In an interview published on Tuesday in The Verge, celebrity astrophysicist and media personality Neil deGrasse Tyson touched off a firestorm when he suggested that commercial space was not going to lead the way to open up the high frontier. Tyson has started a live show that he calls “Delusions of Space Enthusiasts” in which he touched on, among other things, why the Apollo program did not lead to greater things in space exploration such as going to Mars. Tyson repeats conventional wisdom about Apollo and the Cold War. In any case, it is his remarks on commercial space that has caused the most irritation.
“The delusion that relates to private spaceflight isn’t really what you’re describing. They’re big dreams, and I don’t have any problems with people dreaming. Mars One, let them dream. That’s not the delusion. The delusion is thinking that SpaceX is going to lead the space frontier. That’s just not going to happen, and it’s not going to happen for three really good reasons: One, it is very expensive. Two, it is very dangerous to do it first. Three, there is essentially no return on that investment that you’ve put in for having done it first. So if you’re going to bring in investors or venture capitalists and say, ‘Hey, I have an idea, I want to put the first humans on Mars.’ They’ll ask, ‘How much will it cost?’ You say, ‘A lot.’ They’ll ask, ‘Is it dangerous?’ You’ll say, ‘Yes, people will probably die.’ They’ll ask, ‘What’s the return on investment?’ and you’ll say ‘Probably nothing, initially.’ It’s a five-minute meeting. Corporations need business models, and they need to satisfy shareholders, public or private.”
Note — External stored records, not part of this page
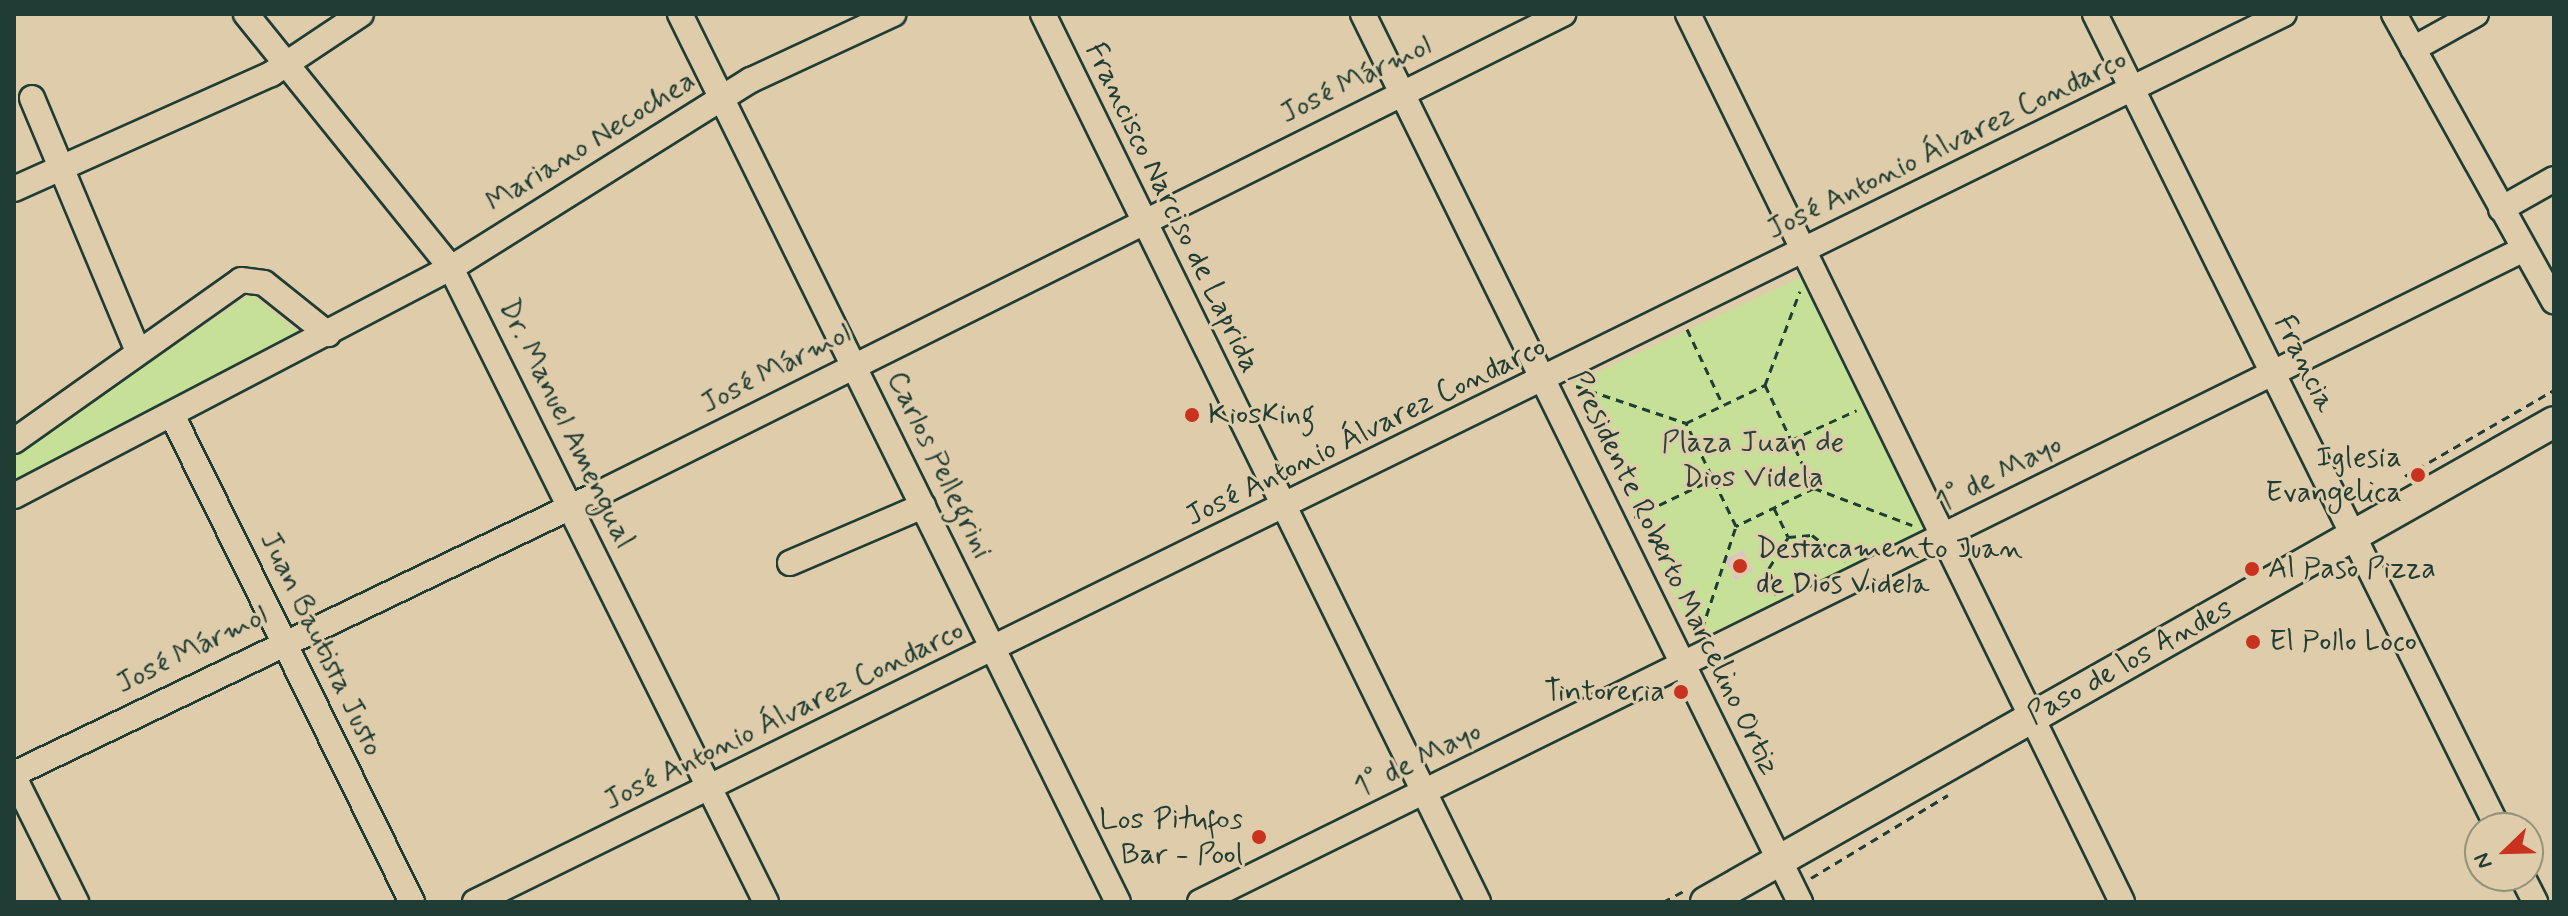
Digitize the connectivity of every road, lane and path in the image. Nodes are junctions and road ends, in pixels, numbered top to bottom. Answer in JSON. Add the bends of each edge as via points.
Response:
{"nodes":[{"id":1,"x":246,"y":14,"type":"edge"},
{"id":2,"x":361,"y":14,"type":"edge"},
{"id":3,"x":680,"y":14,"type":"edge"},
{"id":4,"x":893,"y":14,"type":"edge"},
{"id":5,"x":1043,"y":14,"type":"edge"},
{"id":6,"x":1363,"y":14,"type":"edge"},
{"id":7,"x":1563,"y":14,"type":"edge"},
{"id":8,"x":1688,"y":14,"type":"edge"},
{"id":9,"x":2095,"y":14,"type":"edge"},
{"id":10,"x":2284,"y":14,"type":"edge"},
{"id":11,"x":2394,"y":14,"type":"edge"},
{"id":12,"x":2476,"y":14,"type":"edge"},
{"id":13,"x":2413,"y":49,"type":"junction"},
{"id":14,"x":287,"y":65,"type":"junction"},
{"id":15,"x":2132,"y":89,"type":"junction"},
{"id":16,"x":1402,"y":94,"type":"junction"},
{"id":17,"x":32,"y":98,"type":"dead end"},
{"id":18,"x":721,"y":98,"type":"junction"},
{"id":19,"x":62,"y":168,"type":"junction"},
{"id":20,"x":2554,"y":179,"type":"edge"},
{"id":21,"x":14,"y":189,"type":"edge"},
{"id":22,"x":2501,"y":209,"type":"junction"},
{"id":23,"x":1143,"y":221,"type":"junction"},
{"id":24,"x":2524,"y":249,"type":"junction"},
{"id":25,"x":1805,"y":263,"type":"junction"},
{"id":26,"x":451,"y":268,"type":"junction"},
{"id":27,"x":2554,"y":301,"type":"edge"},
{"id":28,"x":1679,"y":312,"type":"junction"},
{"id":29,"x":328,"y":334,"type":"junction"},
{"id":30,"x":138,"y":351,"type":"junction"},
{"id":31,"x":854,"y":365,"type":"junction"},
{"id":32,"x":2272,"y":371,"type":"junction"},
{"id":33,"x":1542,"y":381,"type":"junction"},
{"id":34,"x":1575,"y":385,"type":"dead end"},
{"id":35,"x":1765,"y":385,"type":"junction"},
{"id":36,"x":1878,"y":401,"type":"junction"},
{"id":37,"x":1723,"y":405,"type":"junction"},
{"id":38,"x":172,"y":415,"type":"junction"},
{"id":39,"x":2554,"y":422,"type":"edge"},
{"id":40,"x":1686,"y":423,"type":"junction"},
{"id":41,"x":1791,"y":440,"type":"junction"},
{"id":42,"x":14,"y":441,"type":"edge"},
{"id":43,"x":1713,"y":479,"type":"junction"},
{"id":44,"x":1814,"y":488,"type":"junction"},
{"id":45,"x":14,"y":496,"type":"edge"},
{"id":46,"x":570,"y":505,"type":"junction"},
{"id":47,"x":923,"y":506,"type":"junction"},
{"id":48,"x":1774,"y":508,"type":"junction"},
{"id":49,"x":1282,"y":509,"type":"junction"},
{"id":50,"x":1736,"y":526,"type":"junction"},
{"id":51,"x":1614,"y":527,"type":"junction"},
{"id":52,"x":1936,"y":534,"type":"junction"},
{"id":53,"x":1788,"y":537,"type":"junction"},
{"id":54,"x":2353,"y":537,"type":"junction"},
{"id":55,"x":790,"y":563,"type":"dead end"},
{"id":56,"x":1850,"y":568,"type":"dead end"},
{"id":57,"x":1778,"y":602,"type":"dead end"},
{"id":58,"x":283,"y":641,"type":"junction"},
{"id":59,"x":1698,"y":641,"type":"dead end"},
{"id":60,"x":994,"y":650,"type":"junction"},
{"id":61,"x":1682,"y":666,"type":"junction"},
{"id":62,"x":2030,"y":717,"type":"junction"},
{"id":63,"x":14,"y":775,"type":"edge"},
{"id":64,"x":710,"y":788,"type":"junction"},
{"id":65,"x":1422,"y":794,"type":"junction"},
{"id":66,"x":2490,"y":812,"type":"edge"},
{"id":67,"x":1779,"y":859,"type":"junction"},
{"id":68,"x":76,"y":902,"type":"edge"},
{"id":69,"x":412,"y":902,"type":"edge"},
{"id":70,"x":475,"y":902,"type":"edge"},
{"id":71,"x":766,"y":902,"type":"edge"},
{"id":72,"x":1118,"y":902,"type":"edge"},
{"id":73,"x":1200,"y":902,"type":"edge"},
{"id":74,"x":1478,"y":902,"type":"edge"},
{"id":75,"x":1706,"y":902,"type":"edge"},
{"id":76,"x":1800,"y":902,"type":"edge"},
{"id":77,"x":2122,"y":902,"type":"edge"}],
"edges":[{"from":1,"to":14,"type":"street","name":"Dr. Manuel Amengual"},
{"from":2,"to":14,"type":"street"},
{"from":3,"to":18,"type":"street","name":"Carlos Pellegrini"},
{"from":4,"to":18,"type":"street","name":"Mariano Necochea"},
{"from":5,"to":23,"type":"street","name":"Francisco Narciso de Laprida"},
{"from":6,"to":16,"type":"street","name":"Presidente Roberto Marcelino Ortiz"},
{"from":7,"to":16,"type":"street","name":"José Mármol"},
{"from":8,"to":25,"type":"street"},
{"from":9,"to":15,"type":"street","name":"Francia"},
{"from":10,"to":15,"type":"street","name":"José Antonio Álvarez Condarco"},
{"from":11,"to":13,"type":"street"},
{"from":12,"to":13,"type":"street"},
{"from":13,"to":22,"type":"street"},
{"from":14,"to":19,"type":"street"},
{"from":14,"to":26,"type":"street","name":"Dr. Manuel Amengual"},
{"from":15,"to":25,"type":"street","name":"José Antonio Álvarez Condarco"},
{"from":15,"to":32,"type":"street","name":"Francia"},
{"from":16,"to":23,"type":"street","name":"José Mármol"},
{"from":16,"to":33,"type":"street","name":"Presidente Roberto Marcelino Ortiz"},
{"from":17,"to":19,"type":"street"},
{"from":18,"to":26,"type":"street","name":"Mariano Necochea"},
{"from":18,"to":31,"type":"street","name":"Carlos Pellegrini"},
{"from":19,"to":21,"type":"street"},
{"from":19,"to":30,"type":"street"},
{"from":20,"to":22,"type":"street"},
{"from":22,"to":24,"type":"street"},
{"from":23,"to":31,"type":"street","name":"José Mármol"},
{"from":23,"to":49,"type":"street","name":"Francisco Narciso de Laprida"},
{"from":24,"to":27,"type":"street"},
{"from":24,"to":32,"type":"street","name":"1° de Mayo"},
{"from":25,"to":28,"type":"street","name":"José Antonio Álvarez Condarco"},
{"from":25,"to":35,"type":"path"},
{"from":25,"to":36,"type":"street"},
{"from":26,"to":29,"type":"street","name":"Mariano Necochea"},
{"from":26,"to":46,"type":"street","name":"Dr. Manuel Amengual"},
{"from":28,"to":33,"type":"street","name":"José Antonio Álvarez Condarco"},
{"from":28,"to":37,"type":"path"},
{"from":29,"to":30,"type":"street","via":[[252,279]]},
{"from":29,"to":38,"type":"street","name":"Mariano Necochea"},
{"from":30,"to":42,"type":"street"},
{"from":31,"to":46,"type":"street","name":"José Mármol"},
{"from":31,"to":47,"type":"street","name":"Carlos Pellegrini"},
{"from":32,"to":52,"type":"street","name":"1° de Mayo"},
{"from":32,"to":54,"type":"street","name":"Francia"},
{"from":33,"to":49,"type":"street","name":"José Antonio Álvarez Condarco"},
{"from":33,"to":51,"type":"street","name":"Presidente Roberto Marcelino Ortiz"},
{"from":34,"to":40,"type":"path"},
{"from":35,"to":37,"type":"path"},
{"from":35,"to":41,"type":"path"},
{"from":36,"to":41,"type":"path"},
{"from":36,"to":52,"type":"street"},
{"from":37,"to":40,"type":"path"},
{"from":38,"to":45,"type":"street","name":"Mariano Necochea"},
{"from":38,"to":58,"type":"street","name":"Juan Bautista Justo"},
{"from":39,"to":54,"type":"main road","name":"Paso de los Andes"},
{"from":40,"to":43,"type":"path"},
{"from":41,"to":44,"type":"path"},
{"from":43,"to":50,"type":"path"},
{"from":43,"to":51,"type":"path"},
{"from":44,"to":48,"type":"path"},
{"from":44,"to":52,"type":"path"},
{"from":46,"to":58,"type":"street","name":"José Mármol"},
{"from":46,"to":64,"type":"street","name":"Dr. Manuel Amengual"},
{"from":47,"to":55,"type":"street"},
{"from":47,"to":60,"type":"street","name":"Carlos Pellegrini"},
{"from":48,"to":50,"type":"path"},
{"from":48,"to":53,"type":"path"},
{"from":49,"to":60,"type":"street","name":"José Antonio Álvarez Condarco"},
{"from":49,"to":65,"type":"street","name":"Francisco Narciso de Laprida"},
{"from":50,"to":59,"type":"path"},
{"from":51,"to":61,"type":"street","name":"Presidente Roberto Marcelino Ortiz"},
{"from":52,"to":61,"type":"street","name":"1° de Mayo"},
{"from":52,"to":62,"type":"street"},
{"from":53,"to":56,"type":"path","via":[[1812,535],[1834,545]]},
{"from":53,"to":57,"type":"path","via":[[1769,568]]},
{"from":54,"to":62,"type":"main road","name":"Paso de los Andes"},
{"from":54,"to":66,"type":"street","name":"Francia"},
{"from":58,"to":63,"type":"street","name":"José Mármol"},
{"from":58,"to":69,"type":"street","name":"Juan Bautista Justo"},
{"from":60,"to":64,"type":"street","name":"José Antonio Álvarez Condarco"},
{"from":60,"to":72,"type":"street","name":"Carlos Pellegrini"},
{"from":61,"to":65,"type":"street","name":"1° de Mayo"},
{"from":61,"to":67,"type":"street","name":"Presidente Roberto Marcelino Ortiz"},
{"from":62,"to":67,"type":"main road","name":"Paso de los Andes"},
{"from":62,"to":77,"type":"street"},
{"from":63,"to":68,"type":"street"},
{"from":64,"to":70,"type":"street","name":"José Antonio Álvarez Condarco"},
{"from":64,"to":71,"type":"street","name":"Dr. Manuel Amengual"},
{"from":65,"to":73,"type":"street","name":"1° de Mayo"},
{"from":65,"to":74,"type":"street","name":"Francisco Narciso de Laprida"},
{"from":67,"to":75,"type":"main road","name":"Paso de los Andes"},
{"from":67,"to":76,"type":"street","name":"Presidente Roberto Marcelino Ortiz"}]}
The controversy surrounding the Dutch effort, Mars One, and SpaceX’s Elon Musk’s vague statements about his Mars ambitions would tend to support Tyson’s thesis. So what entity will be the leading edge of space exploration? Apparently it will be the same government that failed to capitalize on the achievements of Apollo.
“A government has a much longer horizon over which it can make investments. This is how it’s always been. And the best example, I think, is Christopher Columbus. That was not a private mission. There were some private monies in the public monies that were used, but basically the mission statement was established by Queen Isabella and King Ferdinand, and they said go plant the flag wherever you land. There’s hegemonistic motivation, and it wasn’t specifically military at the time, but Spain certainly had an armada to back up their land grabs. Only after that, only after Christopher Columbus comes back and says, ‘Here are the people that I found, here are the foods, and here are the trade winds,’ only then does the Dutch East India Trading Company come in and make a buck off of it. They didn’t have to make that first investment. The risks were quantified, the cost was well understood, and the return on investment was calculable. That is a recurring model in the history of our civilization, and I don’t see any reason why that would be any different from advancing a frontier such as that in space.”
Tyson went on to cite the example of SpaceX moving cargo to and from the International Space Station. SpaceX is engaged in a commercial space enterprise, but only once NASA provided a core market and bought down some of the risks.
Tyson’s insight did not sit well with some commercial space enthusiasts. Rand Simberg, a space blogger and a “recovering aerospace engineer,” snarked that Tyson, “…flaunts his ignorance (again) of both the history of exploration and the economics of spaceflight.”
NASA Watch’s Keith Cowing was a little more detailed, more snarky, and factually incorrect.
“Neil Tyson may be a smart astronomer type of guy but he doesn’t understand business – certainly not the model that is working for Elon Musk rather nicely thus far in SpaceX and elsewhere. Nor does Tyson have the resources that Musk has or understand why successful entities like Google have invested. Rather, Tyson’s tactic on human and commercial space flight thus far seems to be to whine and inject doubt whenever he can. And he is clearly unhappy and grumpy when people continue to succeed in commercial and/human spaceflight.”
Tyson is not an astronomer, but an astrophysicist. Musk’s business model seems to be to grab his share of NASA subsidies and fat government contracts, which has served him and his company quite well. In any case, neither criticism addresses Tyson’s main points.